Während des Wahlkampfes hatte Roman zahlreiche Anfeindungen erfahren müssen. „Die Politik des Hasses, der Bigotterie und der Vorurteile hat nicht gesiegt. Was gesiegt hat, waren Akzeptanz, Liebe und Toleranz“, sagte sie nach ihrem Sieg. Eine eindrucksvolle Botschaft in einem Land, das zwar offiziell Homosexualität erlaubt, in dem Betroffene aber in der Realität noch immer diskriminiert werden. Kein_e Landespolitiker_in tritt dort offen homosexuell auf.
Hoffnung der LGBTI-Community
Roman hat zwei Master-Abschlüsse, spricht fließend Spanisch, Französisch und Italienisch. Sie arbeitete als Journalistin bei der spanischen Nachrichtenagentur EFE. Jetzt folgt sie ihrer Mutter Herminia Roman ins Amt nach. Die Familie hat seit langer Zeit Einfluss in der Region. Das ist auf den Philippinen nicht ungewöhnlich – immer noch bestimmen einige wenige Familien die Politik sowohl auf Landes- als auch auf Lokalebene. Ihren Wahlerfolg hat Roman wohl vor allem diesem Umstand zu verdanken.
Trotzdem ist der Jubel der philippinischen LGBTI-Community groß. Das sieht auch Roman so: „Allein der Fakt, dass jemand wie ich in den Kongress einziehen kann, ist ein Statement.“ Ihr Sieg zeigt auch, dass die Gesellschaft langsam liberaler wird. Die Akzeptanz von Homosexualität ist in den letzten Jahren gestiegen und auch in der Hauptstadt Manila gibt es mittlerweile eine kleine LGBTI-Community
In Manila gibt es mittlerweile eine kleine LGBTI-Community und auch die Akzeptanz von Homosexualität ist in den letzten Jahren gestiegen. In Quezon City, einem Teil von Metro Manila, wurde 2014 zudem eine Verordnung zum Schutz sexueller Minderheiten vor Diskriminierung erlassen – gegen den Widerstand der Kirche.
Antidiskriminierung steht auch auf Geraldine Romans Agenda. Sie möchte ein entsprechendes landesweites Gesetz voranbringen, das schon seit langer Zeit ohne großer Beachtung im Parlament herumliegt. Während des Wahlkampfes wurde Roman wiederholt vorgeworfen, sie vertrete als Politikerin nur dieses einzige Thema und sei deshalb nicht ernst zu nehmen. Auf Genderthemen will sie sich aber nicht beschränken.

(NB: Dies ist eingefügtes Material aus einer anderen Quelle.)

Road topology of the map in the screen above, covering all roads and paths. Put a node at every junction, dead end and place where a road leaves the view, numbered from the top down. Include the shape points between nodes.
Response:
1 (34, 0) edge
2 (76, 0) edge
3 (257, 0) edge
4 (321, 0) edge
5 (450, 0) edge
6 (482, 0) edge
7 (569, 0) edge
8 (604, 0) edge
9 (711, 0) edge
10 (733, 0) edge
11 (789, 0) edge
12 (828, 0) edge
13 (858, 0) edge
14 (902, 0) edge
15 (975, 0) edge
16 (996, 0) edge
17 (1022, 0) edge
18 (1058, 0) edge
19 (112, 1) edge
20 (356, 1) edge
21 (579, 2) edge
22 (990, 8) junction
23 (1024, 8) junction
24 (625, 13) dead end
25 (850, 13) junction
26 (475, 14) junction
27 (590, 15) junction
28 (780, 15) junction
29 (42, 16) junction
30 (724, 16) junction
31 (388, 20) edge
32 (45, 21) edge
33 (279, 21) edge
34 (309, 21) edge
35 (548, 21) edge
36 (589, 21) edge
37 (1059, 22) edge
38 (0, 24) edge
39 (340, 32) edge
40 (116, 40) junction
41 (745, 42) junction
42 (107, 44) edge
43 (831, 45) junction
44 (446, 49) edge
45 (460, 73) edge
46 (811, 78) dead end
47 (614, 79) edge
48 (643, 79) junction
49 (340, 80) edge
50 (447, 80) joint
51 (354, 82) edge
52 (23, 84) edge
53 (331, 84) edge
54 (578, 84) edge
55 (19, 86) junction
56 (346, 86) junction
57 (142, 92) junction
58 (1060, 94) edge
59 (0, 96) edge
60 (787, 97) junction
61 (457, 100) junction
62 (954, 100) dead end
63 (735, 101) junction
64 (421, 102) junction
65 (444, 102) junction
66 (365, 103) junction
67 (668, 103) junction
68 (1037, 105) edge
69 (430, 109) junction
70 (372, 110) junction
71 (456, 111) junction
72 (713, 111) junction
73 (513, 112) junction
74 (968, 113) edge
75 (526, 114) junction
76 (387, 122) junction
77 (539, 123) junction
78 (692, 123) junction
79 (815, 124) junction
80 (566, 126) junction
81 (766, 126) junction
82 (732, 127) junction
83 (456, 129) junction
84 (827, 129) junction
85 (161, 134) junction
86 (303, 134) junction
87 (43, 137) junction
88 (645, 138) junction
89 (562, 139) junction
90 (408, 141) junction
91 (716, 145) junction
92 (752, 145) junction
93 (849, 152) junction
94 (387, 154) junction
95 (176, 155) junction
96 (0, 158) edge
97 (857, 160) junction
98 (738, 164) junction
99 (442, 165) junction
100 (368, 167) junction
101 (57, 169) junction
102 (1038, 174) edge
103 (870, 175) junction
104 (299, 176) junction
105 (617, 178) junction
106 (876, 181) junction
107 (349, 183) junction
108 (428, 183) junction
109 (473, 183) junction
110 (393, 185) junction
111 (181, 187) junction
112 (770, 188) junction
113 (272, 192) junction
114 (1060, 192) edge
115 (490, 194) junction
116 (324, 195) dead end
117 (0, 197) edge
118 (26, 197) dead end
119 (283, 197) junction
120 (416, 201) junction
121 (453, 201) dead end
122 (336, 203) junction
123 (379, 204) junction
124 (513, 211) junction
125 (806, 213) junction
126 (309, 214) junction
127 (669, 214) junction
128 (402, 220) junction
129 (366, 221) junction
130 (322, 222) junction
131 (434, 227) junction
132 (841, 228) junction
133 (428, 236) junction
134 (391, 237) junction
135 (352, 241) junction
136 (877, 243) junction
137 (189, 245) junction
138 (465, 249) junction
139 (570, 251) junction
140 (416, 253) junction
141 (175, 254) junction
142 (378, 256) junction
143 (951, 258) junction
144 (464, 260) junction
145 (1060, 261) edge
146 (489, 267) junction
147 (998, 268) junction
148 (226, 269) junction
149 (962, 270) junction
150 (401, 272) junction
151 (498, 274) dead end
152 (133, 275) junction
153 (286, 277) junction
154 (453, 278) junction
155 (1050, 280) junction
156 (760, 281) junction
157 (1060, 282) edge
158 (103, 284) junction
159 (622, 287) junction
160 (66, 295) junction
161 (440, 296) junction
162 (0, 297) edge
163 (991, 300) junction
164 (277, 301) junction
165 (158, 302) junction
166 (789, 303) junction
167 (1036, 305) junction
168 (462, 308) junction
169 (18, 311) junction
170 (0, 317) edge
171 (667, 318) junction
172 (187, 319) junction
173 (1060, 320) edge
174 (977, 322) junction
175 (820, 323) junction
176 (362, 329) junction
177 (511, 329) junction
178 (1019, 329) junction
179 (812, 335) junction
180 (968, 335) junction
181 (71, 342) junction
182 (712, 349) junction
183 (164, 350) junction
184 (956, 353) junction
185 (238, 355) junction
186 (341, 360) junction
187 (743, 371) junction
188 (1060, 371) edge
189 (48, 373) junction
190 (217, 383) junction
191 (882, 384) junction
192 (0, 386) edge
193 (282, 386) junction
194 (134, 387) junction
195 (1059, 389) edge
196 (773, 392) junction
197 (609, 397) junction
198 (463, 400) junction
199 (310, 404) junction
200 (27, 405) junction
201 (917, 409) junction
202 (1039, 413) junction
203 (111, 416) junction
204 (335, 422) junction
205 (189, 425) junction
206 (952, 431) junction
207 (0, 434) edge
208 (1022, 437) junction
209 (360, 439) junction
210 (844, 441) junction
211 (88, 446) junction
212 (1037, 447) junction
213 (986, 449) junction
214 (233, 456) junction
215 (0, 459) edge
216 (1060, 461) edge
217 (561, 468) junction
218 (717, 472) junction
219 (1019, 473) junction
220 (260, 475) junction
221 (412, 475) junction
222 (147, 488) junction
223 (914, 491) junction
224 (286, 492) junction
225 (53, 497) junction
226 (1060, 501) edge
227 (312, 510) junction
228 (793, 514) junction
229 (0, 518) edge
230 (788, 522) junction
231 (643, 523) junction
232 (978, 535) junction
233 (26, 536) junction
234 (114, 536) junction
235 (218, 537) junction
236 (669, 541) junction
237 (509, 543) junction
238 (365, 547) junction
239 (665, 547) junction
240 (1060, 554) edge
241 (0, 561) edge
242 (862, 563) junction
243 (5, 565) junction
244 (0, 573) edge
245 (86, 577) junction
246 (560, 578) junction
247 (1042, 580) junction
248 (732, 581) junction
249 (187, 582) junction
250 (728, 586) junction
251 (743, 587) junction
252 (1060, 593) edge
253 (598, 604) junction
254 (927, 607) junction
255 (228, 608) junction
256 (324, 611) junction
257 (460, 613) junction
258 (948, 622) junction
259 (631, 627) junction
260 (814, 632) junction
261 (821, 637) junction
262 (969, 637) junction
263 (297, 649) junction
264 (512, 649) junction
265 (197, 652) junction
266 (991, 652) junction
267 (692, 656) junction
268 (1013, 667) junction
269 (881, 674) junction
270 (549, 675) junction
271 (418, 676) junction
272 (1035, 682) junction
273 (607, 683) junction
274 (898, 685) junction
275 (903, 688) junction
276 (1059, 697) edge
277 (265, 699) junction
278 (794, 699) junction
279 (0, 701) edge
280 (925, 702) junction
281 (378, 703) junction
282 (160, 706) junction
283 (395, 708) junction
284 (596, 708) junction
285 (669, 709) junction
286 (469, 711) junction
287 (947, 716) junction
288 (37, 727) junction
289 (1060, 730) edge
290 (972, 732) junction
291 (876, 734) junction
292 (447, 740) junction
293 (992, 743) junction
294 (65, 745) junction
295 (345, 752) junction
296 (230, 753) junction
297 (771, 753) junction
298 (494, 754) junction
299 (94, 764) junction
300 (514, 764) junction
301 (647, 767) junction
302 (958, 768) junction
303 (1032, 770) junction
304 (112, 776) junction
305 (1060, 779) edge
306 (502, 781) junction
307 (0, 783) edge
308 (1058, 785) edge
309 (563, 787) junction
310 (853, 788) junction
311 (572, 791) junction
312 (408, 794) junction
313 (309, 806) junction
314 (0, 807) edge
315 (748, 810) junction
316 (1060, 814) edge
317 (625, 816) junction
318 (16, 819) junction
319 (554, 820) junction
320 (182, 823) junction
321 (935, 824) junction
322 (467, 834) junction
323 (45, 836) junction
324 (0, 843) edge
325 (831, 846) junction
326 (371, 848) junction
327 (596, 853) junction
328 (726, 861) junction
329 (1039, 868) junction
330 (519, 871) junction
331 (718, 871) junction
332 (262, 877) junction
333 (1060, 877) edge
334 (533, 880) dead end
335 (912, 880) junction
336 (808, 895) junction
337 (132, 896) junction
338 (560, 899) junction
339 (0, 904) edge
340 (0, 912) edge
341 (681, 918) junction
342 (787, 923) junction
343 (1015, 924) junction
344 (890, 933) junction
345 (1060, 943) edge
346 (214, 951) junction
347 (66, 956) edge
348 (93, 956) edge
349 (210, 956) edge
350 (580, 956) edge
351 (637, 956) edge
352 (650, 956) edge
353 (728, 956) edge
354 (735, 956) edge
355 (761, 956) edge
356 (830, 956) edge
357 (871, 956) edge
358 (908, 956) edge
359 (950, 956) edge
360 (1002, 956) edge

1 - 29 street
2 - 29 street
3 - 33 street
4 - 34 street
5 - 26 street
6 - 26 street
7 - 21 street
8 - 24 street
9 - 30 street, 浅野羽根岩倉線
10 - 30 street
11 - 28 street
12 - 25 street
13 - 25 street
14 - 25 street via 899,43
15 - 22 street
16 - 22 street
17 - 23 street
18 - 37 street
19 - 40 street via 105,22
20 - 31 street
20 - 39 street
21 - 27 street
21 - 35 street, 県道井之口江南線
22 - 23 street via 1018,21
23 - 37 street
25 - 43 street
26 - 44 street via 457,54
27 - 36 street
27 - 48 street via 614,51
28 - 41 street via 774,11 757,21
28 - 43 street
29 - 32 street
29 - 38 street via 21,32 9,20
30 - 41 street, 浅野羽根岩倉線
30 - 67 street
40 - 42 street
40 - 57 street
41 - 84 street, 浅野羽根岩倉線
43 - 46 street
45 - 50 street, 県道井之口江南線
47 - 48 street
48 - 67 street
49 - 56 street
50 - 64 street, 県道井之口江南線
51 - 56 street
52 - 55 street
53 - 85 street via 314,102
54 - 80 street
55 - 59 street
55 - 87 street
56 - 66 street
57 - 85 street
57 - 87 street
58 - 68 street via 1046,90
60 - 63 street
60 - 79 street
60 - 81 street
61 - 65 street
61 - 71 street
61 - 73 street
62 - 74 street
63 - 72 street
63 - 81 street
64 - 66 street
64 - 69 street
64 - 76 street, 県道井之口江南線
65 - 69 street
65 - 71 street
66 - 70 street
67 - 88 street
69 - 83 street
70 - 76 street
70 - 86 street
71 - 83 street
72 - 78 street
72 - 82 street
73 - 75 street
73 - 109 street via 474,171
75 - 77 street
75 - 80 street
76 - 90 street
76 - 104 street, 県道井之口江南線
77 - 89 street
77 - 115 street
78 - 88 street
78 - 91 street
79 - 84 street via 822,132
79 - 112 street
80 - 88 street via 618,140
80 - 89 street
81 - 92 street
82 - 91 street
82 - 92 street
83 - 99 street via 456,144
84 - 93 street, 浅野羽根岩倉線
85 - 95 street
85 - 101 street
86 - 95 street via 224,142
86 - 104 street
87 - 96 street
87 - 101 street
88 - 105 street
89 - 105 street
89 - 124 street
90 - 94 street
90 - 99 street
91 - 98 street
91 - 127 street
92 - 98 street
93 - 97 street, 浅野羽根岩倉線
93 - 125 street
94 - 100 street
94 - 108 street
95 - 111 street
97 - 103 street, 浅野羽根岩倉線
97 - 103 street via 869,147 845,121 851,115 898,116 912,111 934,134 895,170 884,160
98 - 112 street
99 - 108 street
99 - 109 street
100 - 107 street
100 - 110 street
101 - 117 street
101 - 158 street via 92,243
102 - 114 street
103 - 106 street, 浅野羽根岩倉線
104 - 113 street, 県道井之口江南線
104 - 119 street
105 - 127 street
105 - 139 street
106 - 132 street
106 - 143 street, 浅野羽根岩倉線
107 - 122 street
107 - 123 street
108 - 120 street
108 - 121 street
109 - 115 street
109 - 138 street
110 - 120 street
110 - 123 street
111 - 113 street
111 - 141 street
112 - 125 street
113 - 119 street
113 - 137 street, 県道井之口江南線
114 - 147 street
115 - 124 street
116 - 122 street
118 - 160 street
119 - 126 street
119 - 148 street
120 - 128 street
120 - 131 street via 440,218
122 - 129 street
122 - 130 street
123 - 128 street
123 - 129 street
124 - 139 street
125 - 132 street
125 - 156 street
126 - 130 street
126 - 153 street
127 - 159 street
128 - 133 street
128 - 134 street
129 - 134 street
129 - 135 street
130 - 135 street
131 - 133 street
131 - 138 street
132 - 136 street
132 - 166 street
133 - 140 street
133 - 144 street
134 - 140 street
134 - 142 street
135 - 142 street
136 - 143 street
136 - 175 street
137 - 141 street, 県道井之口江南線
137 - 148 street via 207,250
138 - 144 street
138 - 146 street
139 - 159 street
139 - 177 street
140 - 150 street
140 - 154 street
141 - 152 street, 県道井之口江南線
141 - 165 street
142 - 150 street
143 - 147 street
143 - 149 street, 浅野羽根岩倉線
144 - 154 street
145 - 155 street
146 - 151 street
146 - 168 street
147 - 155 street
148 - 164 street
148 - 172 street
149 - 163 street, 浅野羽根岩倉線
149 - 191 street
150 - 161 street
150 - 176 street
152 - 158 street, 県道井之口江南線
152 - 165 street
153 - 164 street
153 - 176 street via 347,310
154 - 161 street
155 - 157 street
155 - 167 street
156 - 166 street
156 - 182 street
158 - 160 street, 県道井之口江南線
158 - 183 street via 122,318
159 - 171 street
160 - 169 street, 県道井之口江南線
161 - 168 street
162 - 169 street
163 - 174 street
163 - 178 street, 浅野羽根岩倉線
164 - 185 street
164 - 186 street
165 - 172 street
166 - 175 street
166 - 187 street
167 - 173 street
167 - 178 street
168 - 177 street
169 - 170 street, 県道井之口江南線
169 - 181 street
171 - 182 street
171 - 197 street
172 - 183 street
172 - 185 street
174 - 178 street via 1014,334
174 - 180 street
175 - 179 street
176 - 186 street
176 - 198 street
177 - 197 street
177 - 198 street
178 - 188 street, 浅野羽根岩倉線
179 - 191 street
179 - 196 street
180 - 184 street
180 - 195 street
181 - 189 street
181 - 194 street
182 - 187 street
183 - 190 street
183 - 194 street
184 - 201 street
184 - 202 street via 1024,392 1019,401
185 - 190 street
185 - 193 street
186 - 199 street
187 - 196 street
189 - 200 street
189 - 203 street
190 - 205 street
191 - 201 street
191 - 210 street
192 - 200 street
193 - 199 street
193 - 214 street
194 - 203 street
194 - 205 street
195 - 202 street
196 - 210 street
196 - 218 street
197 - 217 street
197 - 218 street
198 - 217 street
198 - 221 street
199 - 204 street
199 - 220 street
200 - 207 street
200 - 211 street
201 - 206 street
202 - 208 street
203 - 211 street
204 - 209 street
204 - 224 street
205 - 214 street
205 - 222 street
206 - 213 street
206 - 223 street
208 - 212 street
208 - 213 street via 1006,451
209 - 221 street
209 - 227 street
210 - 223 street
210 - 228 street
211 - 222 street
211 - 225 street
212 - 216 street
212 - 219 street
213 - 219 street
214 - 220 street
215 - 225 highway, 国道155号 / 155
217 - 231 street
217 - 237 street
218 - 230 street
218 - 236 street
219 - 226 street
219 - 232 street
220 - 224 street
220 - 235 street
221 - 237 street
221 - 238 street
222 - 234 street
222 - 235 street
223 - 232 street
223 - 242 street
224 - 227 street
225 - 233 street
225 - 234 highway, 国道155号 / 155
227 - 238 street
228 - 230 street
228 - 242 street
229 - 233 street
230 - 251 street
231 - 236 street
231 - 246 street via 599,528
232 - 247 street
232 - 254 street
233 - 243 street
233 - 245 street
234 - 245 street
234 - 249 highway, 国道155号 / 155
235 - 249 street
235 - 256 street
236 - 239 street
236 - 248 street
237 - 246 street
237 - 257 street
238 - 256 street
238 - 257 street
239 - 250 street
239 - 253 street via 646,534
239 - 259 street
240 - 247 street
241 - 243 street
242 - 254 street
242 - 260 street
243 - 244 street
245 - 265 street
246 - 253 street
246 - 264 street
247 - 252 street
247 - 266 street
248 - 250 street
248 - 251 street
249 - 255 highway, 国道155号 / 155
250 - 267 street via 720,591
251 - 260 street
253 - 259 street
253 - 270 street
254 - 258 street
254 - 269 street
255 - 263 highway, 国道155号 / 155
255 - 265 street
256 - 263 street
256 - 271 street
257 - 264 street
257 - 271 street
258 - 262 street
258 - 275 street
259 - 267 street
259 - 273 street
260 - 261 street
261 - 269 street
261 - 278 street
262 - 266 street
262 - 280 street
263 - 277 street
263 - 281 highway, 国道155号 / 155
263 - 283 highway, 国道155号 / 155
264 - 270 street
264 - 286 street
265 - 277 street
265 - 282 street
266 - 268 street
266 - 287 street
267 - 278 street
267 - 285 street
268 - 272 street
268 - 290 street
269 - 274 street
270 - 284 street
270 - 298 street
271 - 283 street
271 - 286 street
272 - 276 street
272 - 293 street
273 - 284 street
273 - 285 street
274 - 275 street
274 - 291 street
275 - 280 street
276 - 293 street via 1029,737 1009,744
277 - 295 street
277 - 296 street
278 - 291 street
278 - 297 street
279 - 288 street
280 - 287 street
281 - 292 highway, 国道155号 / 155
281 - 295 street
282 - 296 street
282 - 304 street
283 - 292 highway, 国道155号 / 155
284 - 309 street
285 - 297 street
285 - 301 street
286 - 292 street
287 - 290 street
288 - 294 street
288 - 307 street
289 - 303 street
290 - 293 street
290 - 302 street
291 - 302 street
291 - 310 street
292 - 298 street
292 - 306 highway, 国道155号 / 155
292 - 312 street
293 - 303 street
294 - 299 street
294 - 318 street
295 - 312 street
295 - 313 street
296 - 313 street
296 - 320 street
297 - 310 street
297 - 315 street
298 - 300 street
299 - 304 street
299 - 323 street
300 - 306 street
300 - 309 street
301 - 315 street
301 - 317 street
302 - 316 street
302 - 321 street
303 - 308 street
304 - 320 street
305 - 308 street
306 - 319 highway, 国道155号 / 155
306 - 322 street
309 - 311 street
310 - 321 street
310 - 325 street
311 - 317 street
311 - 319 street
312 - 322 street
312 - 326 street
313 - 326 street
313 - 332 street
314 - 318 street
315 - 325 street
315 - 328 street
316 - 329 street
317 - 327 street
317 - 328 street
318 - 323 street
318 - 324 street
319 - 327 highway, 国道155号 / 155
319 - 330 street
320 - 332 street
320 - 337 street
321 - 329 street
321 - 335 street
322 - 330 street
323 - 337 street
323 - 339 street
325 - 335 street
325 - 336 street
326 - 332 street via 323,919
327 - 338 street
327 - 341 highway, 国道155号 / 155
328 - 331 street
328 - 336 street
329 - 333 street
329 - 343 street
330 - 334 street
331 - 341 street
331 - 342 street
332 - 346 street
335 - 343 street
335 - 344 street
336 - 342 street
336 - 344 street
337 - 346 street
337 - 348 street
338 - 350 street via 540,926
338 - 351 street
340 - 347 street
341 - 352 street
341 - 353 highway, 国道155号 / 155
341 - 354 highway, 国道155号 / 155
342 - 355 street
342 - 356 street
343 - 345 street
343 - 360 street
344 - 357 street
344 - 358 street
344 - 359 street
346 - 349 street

„Gleichberechtigung zielt nicht nur auf das Geschlecht ab, sondern auch auf den sozialen und wirtschaftlichen Status. Ob arm oder reich, ob gebildet oder nicht, jede_r sollte die gleichen Möglichkeiten haben“, sagte Roman. Deshalb will sie die Infrastruktur, Chancen auf Bildung und das Gesundheitssystem verbessern. Themen, die im Wahlprogramm des zukünftigen Präsidenten nur wenig Beachtung fanden.